The late sixties saw the publication of Minsky
and Papert's Perceptrons. This casually
identified all perceptrons in the sense of Rosenblatt
with the elementary alpha-perceptron,
preceded by some local process which `extracted
features' from an image by looking at only some
of the pixels within a region, and returned a
vector of binary results which was then the input
to a single model neuron. This did less than justice
to the possibilities for (a) looking at
the whole image and (b) using many units and hence
having piecewise affine functions instead of
just affine functions. By pointing out the limitations
of this rather skeletal abstraction
in a, perhaps, rather confusing manner, Minsky
and Papert managed to convince most readers that
there were easy problems which their brains could
solve which the perceptron model family could
not. The cover of the book showed two diagrams,
one a double spiral and the other a single
spiral, and explained that it was hard for a perceptron
to tell the difference. It was pretty
hard for the reader, too, and involved some tracing
of paths with fingers, but this was
overlooked. Similarly, it was shown that combining
local viewpoints could never guarantee to
tell if a pixel set is connected or not. Rather
like the proof that no (finite state) computer
can
add any two numbers, which it somewhat resembles,
this is a result of limited practical utility.
The whole range of all possible
perceptrons, in the sense of Rosenblatt, would
encompass what are now called recurrent nets
as well as
time delay nets and indeed just about all the
extant neural nets. Minsky clobbered only a limited
class, but he used Mathematics, and so hardly
anybody troubled to read the fine print. What
he was
in fact trying to tackle was the issue of when
local information about the geometry of an object
could be condensed by a linear or affine map and
then combined with other such local compressions
to give
global properties of the object. There is some
reason to doubt that this is a good problem.
There
is even more reason to doubt if this problem has
a lot to do with how brains work. Still, it
is no dafter than much Mathematical research and
was harmless in all respects except its
effect on Neural Net work.
The moral to be drawn from this would seem to be that most people don't read books very carefully, especially if they contain mathematics. It might have helped if Minsky hadn't had such a high reputation, or if he had taken more care to explain that the limitations of the systems of the sort he was analysing were not pertinent to the entire model class. Minsky took it that the input to a perceptron was a discrete retina always, and that the values were binary only, and that it was impractical to look at other than local regions or to use other than affine functions. Thus the limitations of the perceptrons Minsky analysed were fairly severe from the beginning, and it was unfortunate that sloppy reading left the many with a vague notion that all perceptrons were being disposed of. There is a suspicion that the critical tone of the book was the result of a disenchanted love affair: the AI community had imagined that all their problems would be solved by just bunging them into a huge neural net and waiting for the computer to grind to a conclusion. Ah well, the sixties were like that. If MIT had Perceptrons, the hippies had flower power. Both sobered up eventually. MIT AI Lab did it first, but at the expense, perhaps, of a bad case of the snits.

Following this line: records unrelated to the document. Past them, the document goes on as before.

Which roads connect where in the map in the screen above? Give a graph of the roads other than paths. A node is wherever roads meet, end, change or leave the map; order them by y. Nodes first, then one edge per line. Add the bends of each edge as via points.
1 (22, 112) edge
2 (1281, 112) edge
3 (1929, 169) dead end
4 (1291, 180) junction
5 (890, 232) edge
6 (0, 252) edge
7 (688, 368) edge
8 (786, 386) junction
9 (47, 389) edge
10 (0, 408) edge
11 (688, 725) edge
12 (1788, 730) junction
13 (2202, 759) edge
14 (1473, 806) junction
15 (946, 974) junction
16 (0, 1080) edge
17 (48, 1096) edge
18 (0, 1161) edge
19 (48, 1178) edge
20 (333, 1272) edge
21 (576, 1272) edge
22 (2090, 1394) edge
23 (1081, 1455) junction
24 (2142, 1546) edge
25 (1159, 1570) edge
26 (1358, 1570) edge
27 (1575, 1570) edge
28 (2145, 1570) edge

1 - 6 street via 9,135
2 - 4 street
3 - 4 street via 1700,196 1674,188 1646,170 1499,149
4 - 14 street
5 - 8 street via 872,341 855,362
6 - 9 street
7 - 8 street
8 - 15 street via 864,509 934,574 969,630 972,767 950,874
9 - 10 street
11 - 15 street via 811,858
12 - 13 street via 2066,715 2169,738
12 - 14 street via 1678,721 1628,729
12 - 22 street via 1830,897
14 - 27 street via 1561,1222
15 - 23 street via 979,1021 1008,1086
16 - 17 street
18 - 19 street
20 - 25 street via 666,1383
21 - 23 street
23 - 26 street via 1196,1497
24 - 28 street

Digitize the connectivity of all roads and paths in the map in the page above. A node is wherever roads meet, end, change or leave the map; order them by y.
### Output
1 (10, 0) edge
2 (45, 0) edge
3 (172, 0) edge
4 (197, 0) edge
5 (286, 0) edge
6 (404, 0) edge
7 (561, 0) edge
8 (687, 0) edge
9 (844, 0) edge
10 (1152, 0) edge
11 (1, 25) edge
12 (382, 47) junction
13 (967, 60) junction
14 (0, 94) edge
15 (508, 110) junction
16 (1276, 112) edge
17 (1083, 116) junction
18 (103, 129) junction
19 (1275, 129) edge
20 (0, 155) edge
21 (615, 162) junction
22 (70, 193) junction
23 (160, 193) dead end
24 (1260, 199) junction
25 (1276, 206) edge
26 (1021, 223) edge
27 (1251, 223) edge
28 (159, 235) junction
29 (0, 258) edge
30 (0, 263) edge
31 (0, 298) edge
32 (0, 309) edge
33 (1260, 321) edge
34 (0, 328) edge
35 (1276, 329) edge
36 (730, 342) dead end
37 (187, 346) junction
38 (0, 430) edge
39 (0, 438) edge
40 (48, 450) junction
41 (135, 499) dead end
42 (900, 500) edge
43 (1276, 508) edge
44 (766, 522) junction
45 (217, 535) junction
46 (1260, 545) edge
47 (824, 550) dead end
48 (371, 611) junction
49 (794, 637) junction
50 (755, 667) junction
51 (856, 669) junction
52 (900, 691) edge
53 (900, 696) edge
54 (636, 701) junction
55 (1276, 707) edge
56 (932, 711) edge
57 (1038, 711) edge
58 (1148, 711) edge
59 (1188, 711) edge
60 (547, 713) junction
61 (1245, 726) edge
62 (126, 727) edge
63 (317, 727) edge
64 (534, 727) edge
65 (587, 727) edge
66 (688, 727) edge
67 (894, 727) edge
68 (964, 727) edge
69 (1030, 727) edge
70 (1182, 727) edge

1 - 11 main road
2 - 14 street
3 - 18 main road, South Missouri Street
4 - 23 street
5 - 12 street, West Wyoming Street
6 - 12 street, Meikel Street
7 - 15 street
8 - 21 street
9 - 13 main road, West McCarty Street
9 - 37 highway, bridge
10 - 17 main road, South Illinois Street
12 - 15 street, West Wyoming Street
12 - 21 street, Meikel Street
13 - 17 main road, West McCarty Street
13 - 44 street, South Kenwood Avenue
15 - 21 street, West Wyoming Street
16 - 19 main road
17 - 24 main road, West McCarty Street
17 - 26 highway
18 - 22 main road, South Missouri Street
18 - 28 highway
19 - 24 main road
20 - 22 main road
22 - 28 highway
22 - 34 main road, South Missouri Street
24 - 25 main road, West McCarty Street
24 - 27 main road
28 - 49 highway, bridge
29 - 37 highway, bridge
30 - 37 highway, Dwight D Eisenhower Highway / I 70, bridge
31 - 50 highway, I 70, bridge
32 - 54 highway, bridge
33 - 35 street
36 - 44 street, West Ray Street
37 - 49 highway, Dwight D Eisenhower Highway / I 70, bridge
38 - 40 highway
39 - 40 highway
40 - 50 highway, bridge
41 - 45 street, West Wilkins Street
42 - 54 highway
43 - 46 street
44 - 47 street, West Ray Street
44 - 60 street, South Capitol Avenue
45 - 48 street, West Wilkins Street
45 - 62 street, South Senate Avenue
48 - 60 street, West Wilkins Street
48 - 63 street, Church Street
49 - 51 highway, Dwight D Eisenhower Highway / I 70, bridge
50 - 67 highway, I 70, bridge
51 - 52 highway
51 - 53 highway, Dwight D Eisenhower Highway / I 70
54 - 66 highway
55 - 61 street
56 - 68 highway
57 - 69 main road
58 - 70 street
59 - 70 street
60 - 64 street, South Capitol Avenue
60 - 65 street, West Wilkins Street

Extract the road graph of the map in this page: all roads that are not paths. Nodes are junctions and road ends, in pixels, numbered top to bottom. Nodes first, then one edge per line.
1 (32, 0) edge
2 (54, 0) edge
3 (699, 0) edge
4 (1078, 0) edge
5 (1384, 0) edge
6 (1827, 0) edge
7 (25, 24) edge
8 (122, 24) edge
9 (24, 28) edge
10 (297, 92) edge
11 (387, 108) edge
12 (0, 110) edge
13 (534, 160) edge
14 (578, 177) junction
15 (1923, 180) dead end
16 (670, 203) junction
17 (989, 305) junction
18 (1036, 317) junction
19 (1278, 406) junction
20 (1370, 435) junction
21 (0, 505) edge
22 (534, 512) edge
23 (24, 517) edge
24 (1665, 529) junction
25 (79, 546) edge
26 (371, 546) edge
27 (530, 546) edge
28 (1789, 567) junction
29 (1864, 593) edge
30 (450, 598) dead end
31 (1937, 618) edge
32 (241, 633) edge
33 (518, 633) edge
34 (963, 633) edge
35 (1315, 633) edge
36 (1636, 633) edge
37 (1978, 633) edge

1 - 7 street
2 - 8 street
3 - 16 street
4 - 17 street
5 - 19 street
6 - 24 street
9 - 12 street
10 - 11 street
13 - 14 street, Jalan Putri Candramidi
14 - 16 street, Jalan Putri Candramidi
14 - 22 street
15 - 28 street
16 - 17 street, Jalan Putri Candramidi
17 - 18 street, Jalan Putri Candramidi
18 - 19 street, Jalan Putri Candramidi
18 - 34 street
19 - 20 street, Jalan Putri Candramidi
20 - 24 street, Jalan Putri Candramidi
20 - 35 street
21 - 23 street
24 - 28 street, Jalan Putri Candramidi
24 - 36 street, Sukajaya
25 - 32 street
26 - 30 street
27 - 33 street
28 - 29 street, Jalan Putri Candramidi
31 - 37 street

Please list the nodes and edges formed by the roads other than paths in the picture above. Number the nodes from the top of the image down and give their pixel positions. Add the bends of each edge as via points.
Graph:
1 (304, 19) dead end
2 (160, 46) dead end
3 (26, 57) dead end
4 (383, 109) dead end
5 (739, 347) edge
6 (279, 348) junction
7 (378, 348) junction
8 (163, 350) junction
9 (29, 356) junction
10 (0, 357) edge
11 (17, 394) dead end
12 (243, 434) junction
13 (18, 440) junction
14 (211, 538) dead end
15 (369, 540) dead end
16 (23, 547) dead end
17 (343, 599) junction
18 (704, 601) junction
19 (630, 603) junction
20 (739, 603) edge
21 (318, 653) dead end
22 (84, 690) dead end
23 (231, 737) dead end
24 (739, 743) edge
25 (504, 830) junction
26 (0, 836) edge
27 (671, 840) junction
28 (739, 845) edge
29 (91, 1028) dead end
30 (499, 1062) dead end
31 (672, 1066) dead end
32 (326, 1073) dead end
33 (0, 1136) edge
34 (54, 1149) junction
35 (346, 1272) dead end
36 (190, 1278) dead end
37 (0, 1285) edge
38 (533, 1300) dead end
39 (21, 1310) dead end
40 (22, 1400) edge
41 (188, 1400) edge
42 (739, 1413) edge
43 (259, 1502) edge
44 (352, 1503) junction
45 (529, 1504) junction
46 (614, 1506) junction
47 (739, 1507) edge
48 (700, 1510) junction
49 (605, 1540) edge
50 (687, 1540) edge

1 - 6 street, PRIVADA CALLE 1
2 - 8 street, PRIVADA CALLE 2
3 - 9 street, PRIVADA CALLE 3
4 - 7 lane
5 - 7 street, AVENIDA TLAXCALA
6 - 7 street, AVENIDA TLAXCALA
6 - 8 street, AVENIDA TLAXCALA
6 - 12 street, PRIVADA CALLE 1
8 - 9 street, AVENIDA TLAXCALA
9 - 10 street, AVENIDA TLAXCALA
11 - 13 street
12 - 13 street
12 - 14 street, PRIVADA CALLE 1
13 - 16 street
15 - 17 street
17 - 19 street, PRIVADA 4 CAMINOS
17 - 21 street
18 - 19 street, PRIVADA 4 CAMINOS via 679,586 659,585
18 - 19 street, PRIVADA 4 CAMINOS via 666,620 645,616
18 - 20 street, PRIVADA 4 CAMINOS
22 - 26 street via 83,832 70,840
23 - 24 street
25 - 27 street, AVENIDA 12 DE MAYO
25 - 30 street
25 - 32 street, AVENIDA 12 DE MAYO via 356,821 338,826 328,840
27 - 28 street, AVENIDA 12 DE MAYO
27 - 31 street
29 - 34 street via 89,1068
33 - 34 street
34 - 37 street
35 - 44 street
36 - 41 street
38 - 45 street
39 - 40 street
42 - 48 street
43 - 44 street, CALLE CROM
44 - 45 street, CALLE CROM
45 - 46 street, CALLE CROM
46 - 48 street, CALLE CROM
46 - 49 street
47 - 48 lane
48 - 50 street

The belief that Minsky had shown that Perceptrons
couldn't do anything non-trivial, came at about
the same time that disenchantment was beginning
to set in among funding officers. It is folk-lore
that Rosenblatt had spent around Two Million US
Dollars by the time of Minsky's book and had
little
to show for it, at least by the standards of the
military
. So it is possible that Minsky merely
drove the nail a little further into the
coffin. Anyway, something around this time
more or less
stopped research on piecewise affine systems dead
in its tracks. But you can't keep a good
idea down,
and eventually by changing
the name to Artificial Neural Nets (ANNs) and later MultiLayer Perceptrons (MLPs) (when the variety of these fauna started to proliferate), they came back. They are now the staple of snake oil merchants everyhere, alas, and we need another Marvin Minsky to come again and tell us what they can't do. But this time, do it right.
For Minsky's comments on the dispute, see Whence Cybernetics, Connections, The Newsletter of the IEEE Neural Networks Council, Vol.3. No.3., p3., September 1993. And also P4. It should be remarked that some of the views expressed (by the original disputants, not by Minsky) show an extensive innocence.